▶ [Dataset entries]:
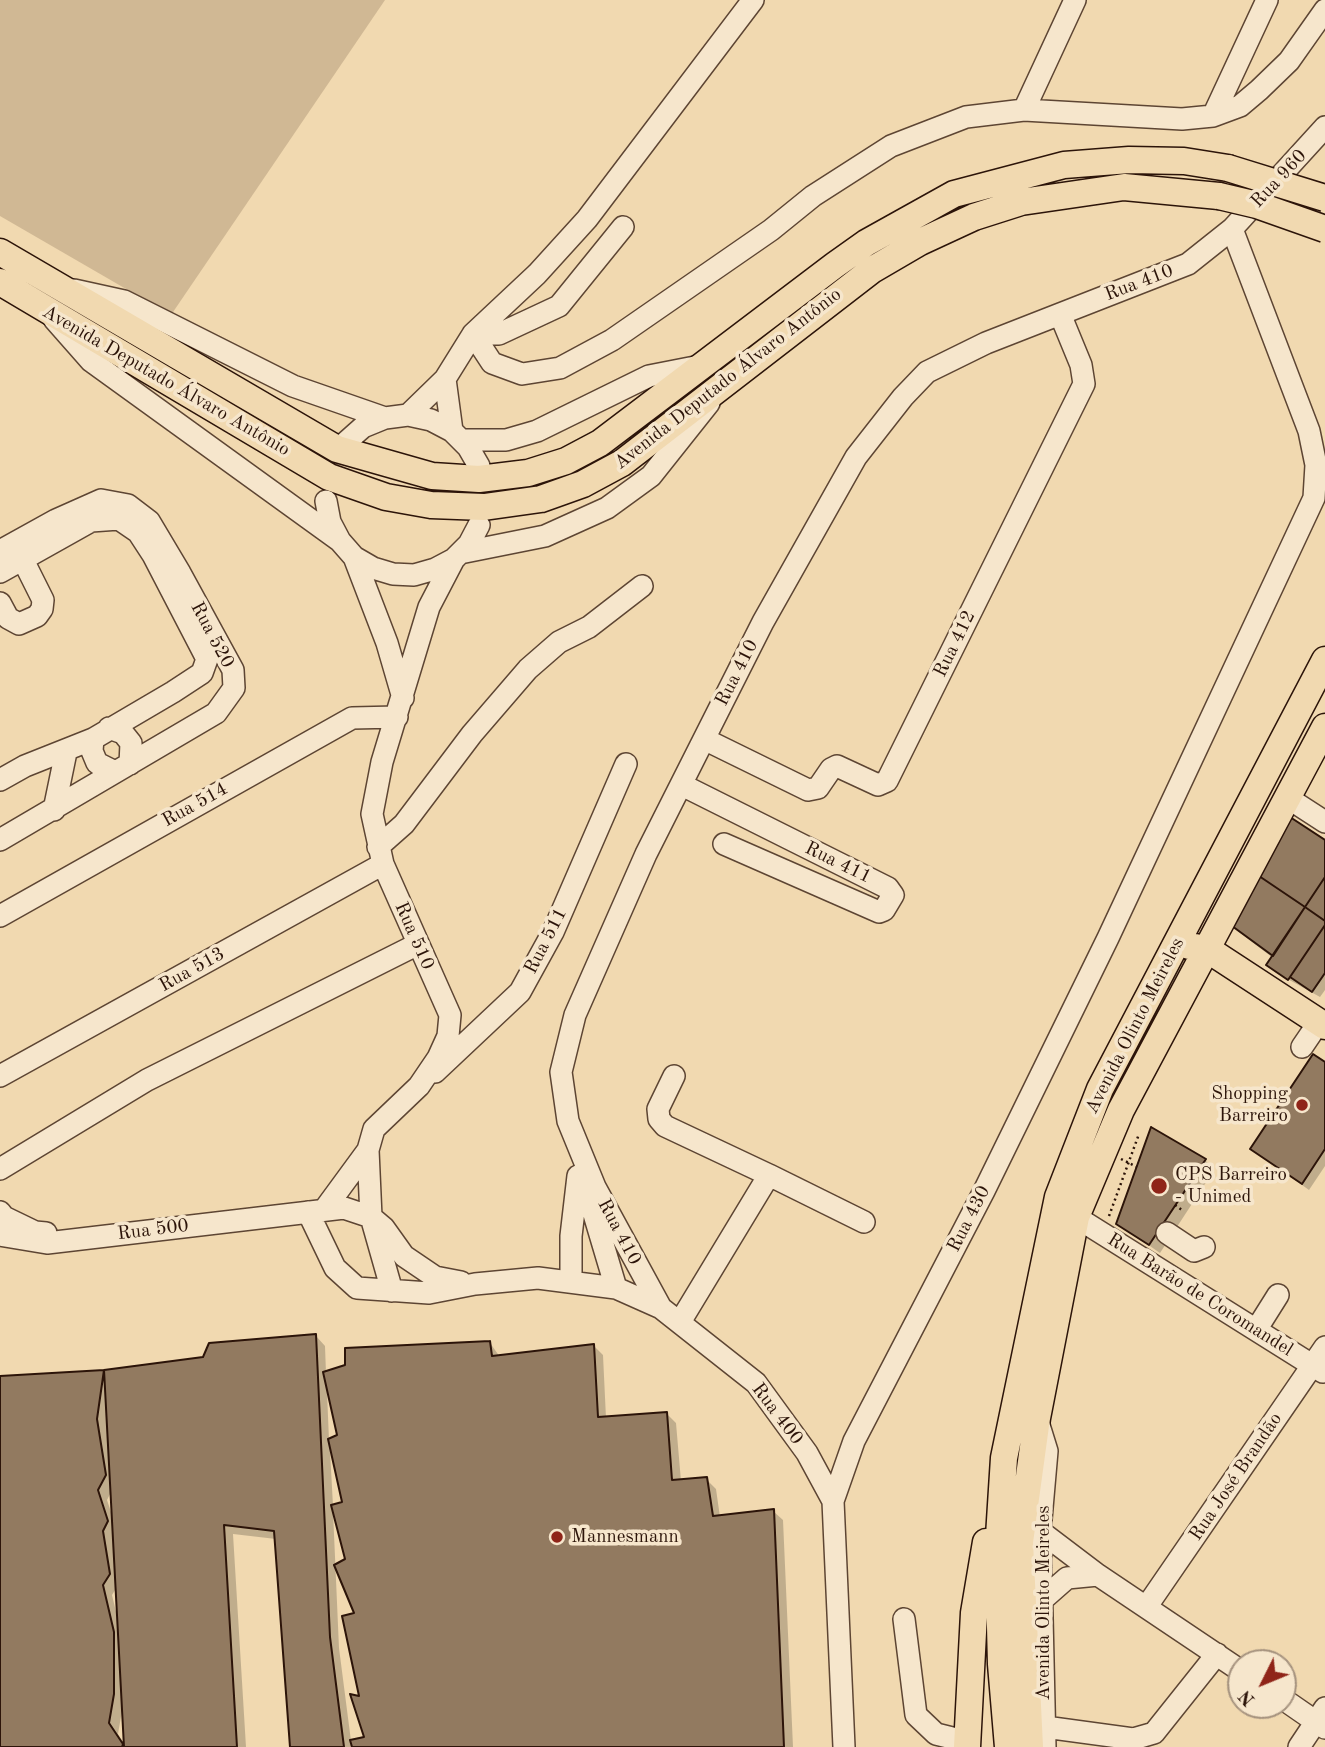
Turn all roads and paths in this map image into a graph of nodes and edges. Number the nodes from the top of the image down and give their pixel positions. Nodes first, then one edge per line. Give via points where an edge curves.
1 (753, 0) edge
2 (1075, 0) edge
3 (1267, 0) edge
4 (1325, 10) edge
5 (1024, 110) junction
6 (1213, 116) junction
7 (1325, 127) edge
8 (1325, 198) edge
9 (623, 227) dead end
10 (1232, 229) junction
11 (1325, 229) edge
12 (0, 251) edge
13 (0, 282) edge
14 (63, 288) junction
15 (46, 310) junction
16 (1060, 314) junction
17 (473, 334) junction
18 (702, 366) junction
19 (444, 379) junction
20 (723, 384) junction
21 (408, 415) junction
22 (385, 418) junction
23 (457, 436) junction
24 (345, 443) dead end
25 (479, 466) dead end
26 (326, 501) dead end
27 (479, 525) dead end
28 (340, 541) junction
29 (12, 551) edge
30 (457, 556) junction
31 (355, 557) junction
32 (0, 572) edge
33 (177, 585) junction
34 (642, 586) dead end
35 (0, 603) edge
36 (1325, 660) edge
37 (400, 708) junction
38 (1325, 727) edge
39 (101, 733) junction
40 (704, 739) junction
41 (66, 752) junction
42 (626, 764) dead end
43 (122, 768) junction
44 (0, 780) edge
45 (682, 785) junction
46 (1288, 798) junction
47 (54, 810) junction
48 (1325, 822) edge
49 (0, 840) edge
50 (724, 844) dead end
51 (381, 856) junction
52 (0, 916) edge
53 (1177, 943) junction
54 (418, 944) junction
55 (1207, 949) junction
56 (1322, 1024) edge
57 (1302, 1047) dead end
58 (0, 1076) edge
59 (674, 1076) dead end
60 (419, 1086) junction
61 (568, 1121) junction
62 (1139, 1134) dead end
63 (368, 1150) junction
64 (579, 1167) junction
65 (0, 1169) edge
66 (769, 1175) junction
67 (316, 1211) junction
68 (0, 1212) edge
69 (370, 1217) junction
70 (1076, 1217) junction
71 (864, 1222) dead end
72 (1102, 1234) junction
73 (0, 1235) edge
74 (83, 1238) junction
75 (1204, 1247) dead end
76 (1148, 1262) junction
77 (571, 1281) junction
78 (475, 1283) junction
79 (616, 1288) junction
80 (392, 1291) junction
81 (1278, 1295) dead end
82 (661, 1308) junction
83 (680, 1322) junction
84 (1256, 1330) junction
85 (1325, 1347) edge
86 (1319, 1369) edge
87 (1004, 1458) junction
88 (832, 1502) junction
89 (1019, 1542) junction
90 (1098, 1575) junction
91 (1042, 1600) junction
92 (1147, 1606) junction
93 (904, 1619) dead end
94 (1217, 1654) junction
95 (1227, 1661) edge
96 (1001, 1664) junction
97 (1297, 1706) edge
98 (1322, 1719) edge
99 (1040, 1740) edge
100 (975, 1745) edge
101 (844, 1747) edge
102 (1008, 1747) edge
103 (1299, 1747) edge

1 - 17 street via 587,219
2 - 5 street
3 - 6 street
4 - 6 street via 1289,61 1259,90 1240,106
5 - 6 street via 1182,119
5 - 17 street via 966,117 891,146 612,340 560,368 522,374 512,371 492,363
7 - 10 street, Rua 960
8 - 18 main road, Avenida Deputado Álvaro Antônio, bridge via 1228,168 1184,160 1064,165 954,194 866,243
9 - 17 street via 559,306 499,334
10 - 16 street, Rua 410 via 1188,264
10 - 88 street, Rua 430 via 1309,431 1316,465 1314,498 1108,938 984,1191 853,1441
11 - 20 main road, Avenida Deputado Álvaro Antônio, bridge via 1219,196 1124,187 1021,202 920,242 872,270
12 - 14 main road, Avenida Deputado Álvaro Antônio
13 - 15 main road, Avenida Deputado Álvaro Antônio
14 - 18 main road, Avenida Deputado Álvaro Antônio via 337,449 432,477 479,479 528,473 566,461 600,443
14 - 22 street via 124,301 293,386
15 - 20 main road, Avenida Deputado Álvaro Antônio via 329,477 386,498 431,505 484,507 541,499 583,484 622,463
15 - 28 street via 91,362
16 - 40 street, Rua 410 via 927,372 903,397 856,457 763,622
16 - 40 street, Rua 412 via 1082,365 1083,384 887,781 878,785 837,766 818,788 808,790
17 - 19 street
18 - 23 street via 649,376 537,431 506,440
19 - 21 street
19 - 23 street
20 - 30 street via 651,476 607,509 545,536
21 - 22 street
21 - 23 street via 431,420
22 - 24 street via 363,427
23 - 25 street
26 - 28 street
27 - 30 street, Rua 510
28 - 31 street
29 - 32 street, Rua 520
29 - 33 street, Rua 520 via 91,521 119,519 138,532
29 - 35 street via 43,600 42,609 19,624 8,618
30 - 31 street via 414,575 373,568
30 - 37 street, Rua 510 via 429,607
31 - 37 street via 387,643
33 - 39 street, Rua 520 via 207,659 202,673
33 - 43 street, Rua 520 via 233,670 234,688 216,713
34 - 51 street, Rua 513 via 589,627 559,642 528,669 471,734
36 - 53 main road, Avenida Olinto Meireles
37 - 51 street, Rua 510 via 382,762 372,814
37 - 52 street, Rua 514 via 352,718
38 - 46 main road, Avenida Olinto Meireles
39 - 41 street, Rua 520
39 - 43 street via 92,751 97,763
39 - 43 street via 128,737 133,749
40 - 45 street, Rua 410
41 - 44 street, Rua 520
41 - 47 street
42 - 60 street, Rua 511 via 553,932 520,992
43 - 47 street, Rua 520
45 - 50 street, Rua 411 via 888,887 893,895 879,912
45 - 61 street, Rua 410 via 646,854 575,1015 561,1072
46 - 48 street
46 - 55 main road, Avenida Olinto Meireles
47 - 49 street, Rua 520
51 - 54 street, Rua 510
51 - 58 street, Rua 513
53 - 55 main road
53 - 87 main road, Avenida Olinto Meireles via 1100,1089 1058,1197
54 - 60 street, Rua 510 via 450,1015 448,1036
54 - 65 street via 147,1080
55 - 56 main road
55 - 70 main road, Avenida Olinto Meireles via 1121,1110
56 - 57 street
59 - 66 street via 658,1109 665,1126
60 - 63 street, Rua 510 via 374,1129
61 - 64 street
61 - 82 street, Rua 410 via 595,1187
62 - 72 path
63 - 67 street, Rua 510
63 - 69 street, Rua 510
64 - 77 street
64 - 79 street
66 - 71 street
66 - 83 street
67 - 69 street, Rua 500 via 344,1208
67 - 74 street, Rua 500
67 - 80 street via 330,1258 342,1275 357,1288
68 - 74 street via 35,1232
69 - 78 street via 404,1256 435,1278
69 - 80 street, Rua 510
70 - 72 street, Rua Barão de Coromandel
70 - 89 main road, Avenida Olinto Meireles via 1037,1418
72 - 76 street, Rua Barão de Coromandel
73 - 74 street, Rua 500 via 47,1243
75 - 76 street via 1194,1251 1174,1219
76 - 84 street, Rua Barão de Coromandel
77 - 78 street, Rua 400 via 538,1278
77 - 79 street, Rua 400
78 - 80 street via 429,1293
79 - 82 street, Rua 400
81 - 84 street
82 - 83 street, Rua 400
83 - 88 street, Rua 400 via 756,1383 807,1453
84 - 86 street, Rua Barão de Coromandel
85 - 86 street, Rua José Brandão
86 - 92 street, Rua José Brandão
87 - 89 main road, Avenida Olinto Meireles
87 - 100 main road, Avenida Olinto Meireles via 993,1494 974,1613
88 - 101 street, Rua 400
89 - 90 street
89 - 91 street, Avenida Olinto Meireles
89 - 96 main road
89 - 99 main road
90 - 91 street via 1067,1578
90 - 92 street
91 - 99 street, Avenida Olinto Meireles
92 - 94 street
93 - 100 street via 916,1715 936,1734
94 - 95 street
94 - 99 street via 1154,1733 1133,1739
96 - 100 main road
96 - 102 main road
97 - 98 street
98 - 103 street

▶ [Exercise]: Although the records above contain pictures, only their text is to be repeated, exactly as given.

▶ [Solution for this task]:
Turn all roads and paths in this map image into a graph of nodes and edges. Number the nodes from the top of the image down and give their pixel positions. Nodes first, then one edge per line. Give via points where an edge curves.
1 (753, 0) edge
2 (1075, 0) edge
3 (1267, 0) edge
4 (1325, 10) edge
5 (1024, 110) junction
6 (1213, 116) junction
7 (1325, 127) edge
8 (1325, 198) edge
9 (623, 227) dead end
10 (1232, 229) junction
11 (1325, 229) edge
12 (0, 251) edge
13 (0, 282) edge
14 (63, 288) junction
15 (46, 310) junction
16 (1060, 314) junction
17 (473, 334) junction
18 (702, 366) junction
19 (444, 379) junction
20 (723, 384) junction
21 (408, 415) junction
22 (385, 418) junction
23 (457, 436) junction
24 (345, 443) dead end
25 (479, 466) dead end
26 (326, 501) dead end
27 (479, 525) dead end
28 (340, 541) junction
29 (12, 551) edge
30 (457, 556) junction
31 (355, 557) junction
32 (0, 572) edge
33 (177, 585) junction
34 (642, 586) dead end
35 (0, 603) edge
36 (1325, 660) edge
37 (400, 708) junction
38 (1325, 727) edge
39 (101, 733) junction
40 (704, 739) junction
41 (66, 752) junction
42 (626, 764) dead end
43 (122, 768) junction
44 (0, 780) edge
45 (682, 785) junction
46 (1288, 798) junction
47 (54, 810) junction
48 (1325, 822) edge
49 (0, 840) edge
50 (724, 844) dead end
51 (381, 856) junction
52 (0, 916) edge
53 (1177, 943) junction
54 (418, 944) junction
55 (1207, 949) junction
56 (1322, 1024) edge
57 (1302, 1047) dead end
58 (0, 1076) edge
59 (674, 1076) dead end
60 (419, 1086) junction
61 (568, 1121) junction
62 (1139, 1134) dead end
63 (368, 1150) junction
64 (579, 1167) junction
65 (0, 1169) edge
66 (769, 1175) junction
67 (316, 1211) junction
68 (0, 1212) edge
69 (370, 1217) junction
70 (1076, 1217) junction
71 (864, 1222) dead end
72 (1102, 1234) junction
73 (0, 1235) edge
74 (83, 1238) junction
75 (1204, 1247) dead end
76 (1148, 1262) junction
77 (571, 1281) junction
78 (475, 1283) junction
79 (616, 1288) junction
80 (392, 1291) junction
81 (1278, 1295) dead end
82 (661, 1308) junction
83 (680, 1322) junction
84 (1256, 1330) junction
85 (1325, 1347) edge
86 (1319, 1369) edge
87 (1004, 1458) junction
88 (832, 1502) junction
89 (1019, 1542) junction
90 (1098, 1575) junction
91 (1042, 1600) junction
92 (1147, 1606) junction
93 (904, 1619) dead end
94 (1217, 1654) junction
95 (1227, 1661) edge
96 (1001, 1664) junction
97 (1297, 1706) edge
98 (1322, 1719) edge
99 (1040, 1740) edge
100 (975, 1745) edge
101 (844, 1747) edge
102 (1008, 1747) edge
103 (1299, 1747) edge

1 - 17 street via 587,219
2 - 5 street
3 - 6 street
4 - 6 street via 1289,61 1259,90 1240,106
5 - 6 street via 1182,119
5 - 17 street via 966,117 891,146 612,340 560,368 522,374 512,371 492,363
7 - 10 street, Rua 960
8 - 18 main road, Avenida Deputado Álvaro Antônio, bridge via 1228,168 1184,160 1064,165 954,194 866,243
9 - 17 street via 559,306 499,334
10 - 16 street, Rua 410 via 1188,264
10 - 88 street, Rua 430 via 1309,431 1316,465 1314,498 1108,938 984,1191 853,1441
11 - 20 main road, Avenida Deputado Álvaro Antônio, bridge via 1219,196 1124,187 1021,202 920,242 872,270
12 - 14 main road, Avenida Deputado Álvaro Antônio
13 - 15 main road, Avenida Deputado Álvaro Antônio
14 - 18 main road, Avenida Deputado Álvaro Antônio via 337,449 432,477 479,479 528,473 566,461 600,443
14 - 22 street via 124,301 293,386
15 - 20 main road, Avenida Deputado Álvaro Antônio via 329,477 386,498 431,505 484,507 541,499 583,484 622,463
15 - 28 street via 91,362
16 - 40 street, Rua 410 via 927,372 903,397 856,457 763,622
16 - 40 street, Rua 412 via 1082,365 1083,384 887,781 878,785 837,766 818,788 808,790
17 - 19 street
18 - 23 street via 649,376 537,431 506,440
19 - 21 street
19 - 23 street
20 - 30 street via 651,476 607,509 545,536
21 - 22 street
21 - 23 street via 431,420
22 - 24 street via 363,427
23 - 25 street
26 - 28 street
27 - 30 street, Rua 510
28 - 31 street
29 - 32 street, Rua 520
29 - 33 street, Rua 520 via 91,521 119,519 138,532
29 - 35 street via 43,600 42,609 19,624 8,618
30 - 31 street via 414,575 373,568
30 - 37 street, Rua 510 via 429,607
31 - 37 street via 387,643
33 - 39 street, Rua 520 via 207,659 202,673
33 - 43 street, Rua 520 via 233,670 234,688 216,713
34 - 51 street, Rua 513 via 589,627 559,642 528,669 471,734
36 - 53 main road, Avenida Olinto Meireles
37 - 51 street, Rua 510 via 382,762 372,814
37 - 52 street, Rua 514 via 352,718
38 - 46 main road, Avenida Olinto Meireles
39 - 41 street, Rua 520
39 - 43 street via 92,751 97,763
39 - 43 street via 128,737 133,749
40 - 45 street, Rua 410
41 - 44 street, Rua 520
41 - 47 street
42 - 60 street, Rua 511 via 553,932 520,992
43 - 47 street, Rua 520
45 - 50 street, Rua 411 via 888,887 893,895 879,912
45 - 61 street, Rua 410 via 646,854 575,1015 561,1072
46 - 48 street
46 - 55 main road, Avenida Olinto Meireles
47 - 49 street, Rua 520
51 - 54 street, Rua 510
51 - 58 street, Rua 513
53 - 55 main road
53 - 87 main road, Avenida Olinto Meireles via 1100,1089 1058,1197
54 - 60 street, Rua 510 via 450,1015 448,1036
54 - 65 street via 147,1080
55 - 56 main road
55 - 70 main road, Avenida Olinto Meireles via 1121,1110
56 - 57 street
59 - 66 street via 658,1109 665,1126
60 - 63 street, Rua 510 via 374,1129
61 - 64 street
61 - 82 street, Rua 410 via 595,1187
62 - 72 path
63 - 67 street, Rua 510
63 - 69 street, Rua 510
64 - 77 street
64 - 79 street
66 - 71 street
66 - 83 street
67 - 69 street, Rua 500 via 344,1208
67 - 74 street, Rua 500
67 - 80 street via 330,1258 342,1275 357,1288
68 - 74 street via 35,1232
69 - 78 street via 404,1256 435,1278
69 - 80 street, Rua 510
70 - 72 street, Rua Barão de Coromandel
70 - 89 main road, Avenida Olinto Meireles via 1037,1418
72 - 76 street, Rua Barão de Coromandel
73 - 74 street, Rua 500 via 47,1243
75 - 76 street via 1194,1251 1174,1219
76 - 84 street, Rua Barão de Coromandel
77 - 78 street, Rua 400 via 538,1278
77 - 79 street, Rua 400
78 - 80 street via 429,1293
79 - 82 street, Rua 400
81 - 84 street
82 - 83 street, Rua 400
83 - 88 street, Rua 400 via 756,1383 807,1453
84 - 86 street, Rua Barão de Coromandel
85 - 86 street, Rua José Brandão
86 - 92 street, Rua José Brandão
87 - 89 main road, Avenida Olinto Meireles
87 - 100 main road, Avenida Olinto Meireles via 993,1494 974,1613
88 - 101 street, Rua 400
89 - 90 street
89 - 91 street, Avenida Olinto Meireles
89 - 96 main road
89 - 99 main road
90 - 91 street via 1067,1578
90 - 92 street
91 - 99 street, Avenida Olinto Meireles
92 - 94 street
93 - 100 street via 916,1715 936,1734
94 - 95 street
94 - 99 street via 1154,1733 1133,1739
96 - 100 main road
96 - 102 main road
97 - 98 street
98 - 103 street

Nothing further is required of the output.